→ What to produce
Reproduce the data shown below exactly.

Collected data entries
════════════════

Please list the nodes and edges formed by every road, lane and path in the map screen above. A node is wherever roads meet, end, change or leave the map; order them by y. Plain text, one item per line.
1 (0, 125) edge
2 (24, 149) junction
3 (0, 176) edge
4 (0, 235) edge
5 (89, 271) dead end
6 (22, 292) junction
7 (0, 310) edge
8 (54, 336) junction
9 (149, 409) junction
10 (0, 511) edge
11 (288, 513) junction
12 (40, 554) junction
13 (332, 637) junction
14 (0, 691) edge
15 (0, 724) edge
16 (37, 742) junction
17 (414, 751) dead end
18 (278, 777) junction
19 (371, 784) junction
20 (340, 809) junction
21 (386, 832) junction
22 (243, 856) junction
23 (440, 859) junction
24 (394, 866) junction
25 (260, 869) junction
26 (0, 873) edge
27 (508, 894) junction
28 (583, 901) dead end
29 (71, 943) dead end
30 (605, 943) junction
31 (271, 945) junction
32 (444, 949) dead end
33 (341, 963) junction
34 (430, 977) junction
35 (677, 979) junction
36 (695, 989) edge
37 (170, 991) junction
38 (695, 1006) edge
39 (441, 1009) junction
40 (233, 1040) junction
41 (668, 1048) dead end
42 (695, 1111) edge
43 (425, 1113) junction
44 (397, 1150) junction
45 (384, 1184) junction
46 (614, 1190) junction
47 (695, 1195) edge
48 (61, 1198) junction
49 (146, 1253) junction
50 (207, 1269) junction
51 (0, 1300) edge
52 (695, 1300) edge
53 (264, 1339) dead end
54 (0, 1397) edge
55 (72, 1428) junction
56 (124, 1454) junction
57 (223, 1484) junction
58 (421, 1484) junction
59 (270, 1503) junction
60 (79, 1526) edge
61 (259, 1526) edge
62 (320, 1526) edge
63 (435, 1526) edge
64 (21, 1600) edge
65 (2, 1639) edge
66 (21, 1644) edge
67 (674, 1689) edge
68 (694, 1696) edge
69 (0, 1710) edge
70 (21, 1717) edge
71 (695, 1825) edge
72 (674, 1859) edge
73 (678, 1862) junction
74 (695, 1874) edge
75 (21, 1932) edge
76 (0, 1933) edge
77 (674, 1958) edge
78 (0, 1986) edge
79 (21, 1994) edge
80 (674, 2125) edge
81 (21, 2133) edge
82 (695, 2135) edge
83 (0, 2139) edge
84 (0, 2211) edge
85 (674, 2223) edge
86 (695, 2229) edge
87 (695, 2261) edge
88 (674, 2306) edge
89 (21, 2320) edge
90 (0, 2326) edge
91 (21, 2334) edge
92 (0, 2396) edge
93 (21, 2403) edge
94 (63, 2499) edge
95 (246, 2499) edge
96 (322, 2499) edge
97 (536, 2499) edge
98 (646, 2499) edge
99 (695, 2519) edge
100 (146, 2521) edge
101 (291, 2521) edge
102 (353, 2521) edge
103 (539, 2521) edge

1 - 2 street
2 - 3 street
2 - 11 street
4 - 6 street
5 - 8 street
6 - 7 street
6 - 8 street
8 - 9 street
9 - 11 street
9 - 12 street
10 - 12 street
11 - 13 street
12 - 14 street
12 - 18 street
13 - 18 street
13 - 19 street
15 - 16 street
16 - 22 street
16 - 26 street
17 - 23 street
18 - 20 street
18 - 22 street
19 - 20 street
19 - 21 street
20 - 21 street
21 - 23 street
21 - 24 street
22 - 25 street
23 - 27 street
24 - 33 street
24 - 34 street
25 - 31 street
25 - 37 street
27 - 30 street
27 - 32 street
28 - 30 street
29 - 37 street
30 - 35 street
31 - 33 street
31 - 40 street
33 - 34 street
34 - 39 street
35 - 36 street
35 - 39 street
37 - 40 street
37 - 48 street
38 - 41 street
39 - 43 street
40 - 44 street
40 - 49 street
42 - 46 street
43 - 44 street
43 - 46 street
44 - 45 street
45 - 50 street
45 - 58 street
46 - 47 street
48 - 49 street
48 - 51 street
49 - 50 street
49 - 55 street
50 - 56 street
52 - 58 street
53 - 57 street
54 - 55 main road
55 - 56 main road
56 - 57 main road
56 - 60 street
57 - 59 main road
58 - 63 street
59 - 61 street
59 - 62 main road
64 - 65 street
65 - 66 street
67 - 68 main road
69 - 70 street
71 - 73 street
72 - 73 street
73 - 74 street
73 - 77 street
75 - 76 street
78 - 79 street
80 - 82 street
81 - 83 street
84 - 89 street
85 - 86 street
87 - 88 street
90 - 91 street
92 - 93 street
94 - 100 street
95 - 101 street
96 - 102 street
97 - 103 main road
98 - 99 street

════════════════

→ Solution to this exercise
Please list the nodes and edges formed by every road, lane and path in the map screen above. A node is wherever roads meet, end, change or leave the map; order them by y. Plain text, one item per line.
1 (0, 125) edge
2 (24, 149) junction
3 (0, 176) edge
4 (0, 235) edge
5 (89, 271) dead end
6 (22, 292) junction
7 (0, 310) edge
8 (54, 336) junction
9 (149, 409) junction
10 (0, 511) edge
11 (288, 513) junction
12 (40, 554) junction
13 (332, 637) junction
14 (0, 691) edge
15 (0, 724) edge
16 (37, 742) junction
17 (414, 751) dead end
18 (278, 777) junction
19 (371, 784) junction
20 (340, 809) junction
21 (386, 832) junction
22 (243, 856) junction
23 (440, 859) junction
24 (394, 866) junction
25 (260, 869) junction
26 (0, 873) edge
27 (508, 894) junction
28 (583, 901) dead end
29 (71, 943) dead end
30 (605, 943) junction
31 (271, 945) junction
32 (444, 949) dead end
33 (341, 963) junction
34 (430, 977) junction
35 (677, 979) junction
36 (695, 989) edge
37 (170, 991) junction
38 (695, 1006) edge
39 (441, 1009) junction
40 (233, 1040) junction
41 (668, 1048) dead end
42 (695, 1111) edge
43 (425, 1113) junction
44 (397, 1150) junction
45 (384, 1184) junction
46 (614, 1190) junction
47 (695, 1195) edge
48 (61, 1198) junction
49 (146, 1253) junction
50 (207, 1269) junction
51 (0, 1300) edge
52 (695, 1300) edge
53 (264, 1339) dead end
54 (0, 1397) edge
55 (72, 1428) junction
56 (124, 1454) junction
57 (223, 1484) junction
58 (421, 1484) junction
59 (270, 1503) junction
60 (79, 1526) edge
61 (259, 1526) edge
62 (320, 1526) edge
63 (435, 1526) edge
64 (21, 1600) edge
65 (2, 1639) edge
66 (21, 1644) edge
67 (674, 1689) edge
68 (694, 1696) edge
69 (0, 1710) edge
70 (21, 1717) edge
71 (695, 1825) edge
72 (674, 1859) edge
73 (678, 1862) junction
74 (695, 1874) edge
75 (21, 1932) edge
76 (0, 1933) edge
77 (674, 1958) edge
78 (0, 1986) edge
79 (21, 1994) edge
80 (674, 2125) edge
81 (21, 2133) edge
82 (695, 2135) edge
83 (0, 2139) edge
84 (0, 2211) edge
85 (674, 2223) edge
86 (695, 2229) edge
87 (695, 2261) edge
88 (674, 2306) edge
89 (21, 2320) edge
90 (0, 2326) edge
91 (21, 2334) edge
92 (0, 2396) edge
93 (21, 2403) edge
94 (63, 2499) edge
95 (246, 2499) edge
96 (322, 2499) edge
97 (536, 2499) edge
98 (646, 2499) edge
99 (695, 2519) edge
100 (146, 2521) edge
101 (291, 2521) edge
102 (353, 2521) edge
103 (539, 2521) edge

1 - 2 street
2 - 3 street
2 - 11 street
4 - 6 street
5 - 8 street
6 - 7 street
6 - 8 street
8 - 9 street
9 - 11 street
9 - 12 street
10 - 12 street
11 - 13 street
12 - 14 street
12 - 18 street
13 - 18 street
13 - 19 street
15 - 16 street
16 - 22 street
16 - 26 street
17 - 23 street
18 - 20 street
18 - 22 street
19 - 20 street
19 - 21 street
20 - 21 street
21 - 23 street
21 - 24 street
22 - 25 street
23 - 27 street
24 - 33 street
24 - 34 street
25 - 31 street
25 - 37 street
27 - 30 street
27 - 32 street
28 - 30 street
29 - 37 street
30 - 35 street
31 - 33 street
31 - 40 street
33 - 34 street
34 - 39 street
35 - 36 street
35 - 39 street
37 - 40 street
37 - 48 street
38 - 41 street
39 - 43 street
40 - 44 street
40 - 49 street
42 - 46 street
43 - 44 street
43 - 46 street
44 - 45 street
45 - 50 street
45 - 58 street
46 - 47 street
48 - 49 street
48 - 51 street
49 - 50 street
49 - 55 street
50 - 56 street
52 - 58 street
53 - 57 street
54 - 55 main road
55 - 56 main road
56 - 57 main road
56 - 60 street
57 - 59 main road
58 - 63 street
59 - 61 street
59 - 62 main road
64 - 65 street
65 - 66 street
67 - 68 main road
69 - 70 street
71 - 73 street
72 - 73 street
73 - 74 street
73 - 77 street
75 - 76 street
78 - 79 street
80 - 82 street
81 - 83 street
84 - 89 street
85 - 86 street
87 - 88 street
90 - 91 street
92 - 93 street
94 - 100 street
95 - 101 street
96 - 102 street
97 - 103 main road
98 - 99 street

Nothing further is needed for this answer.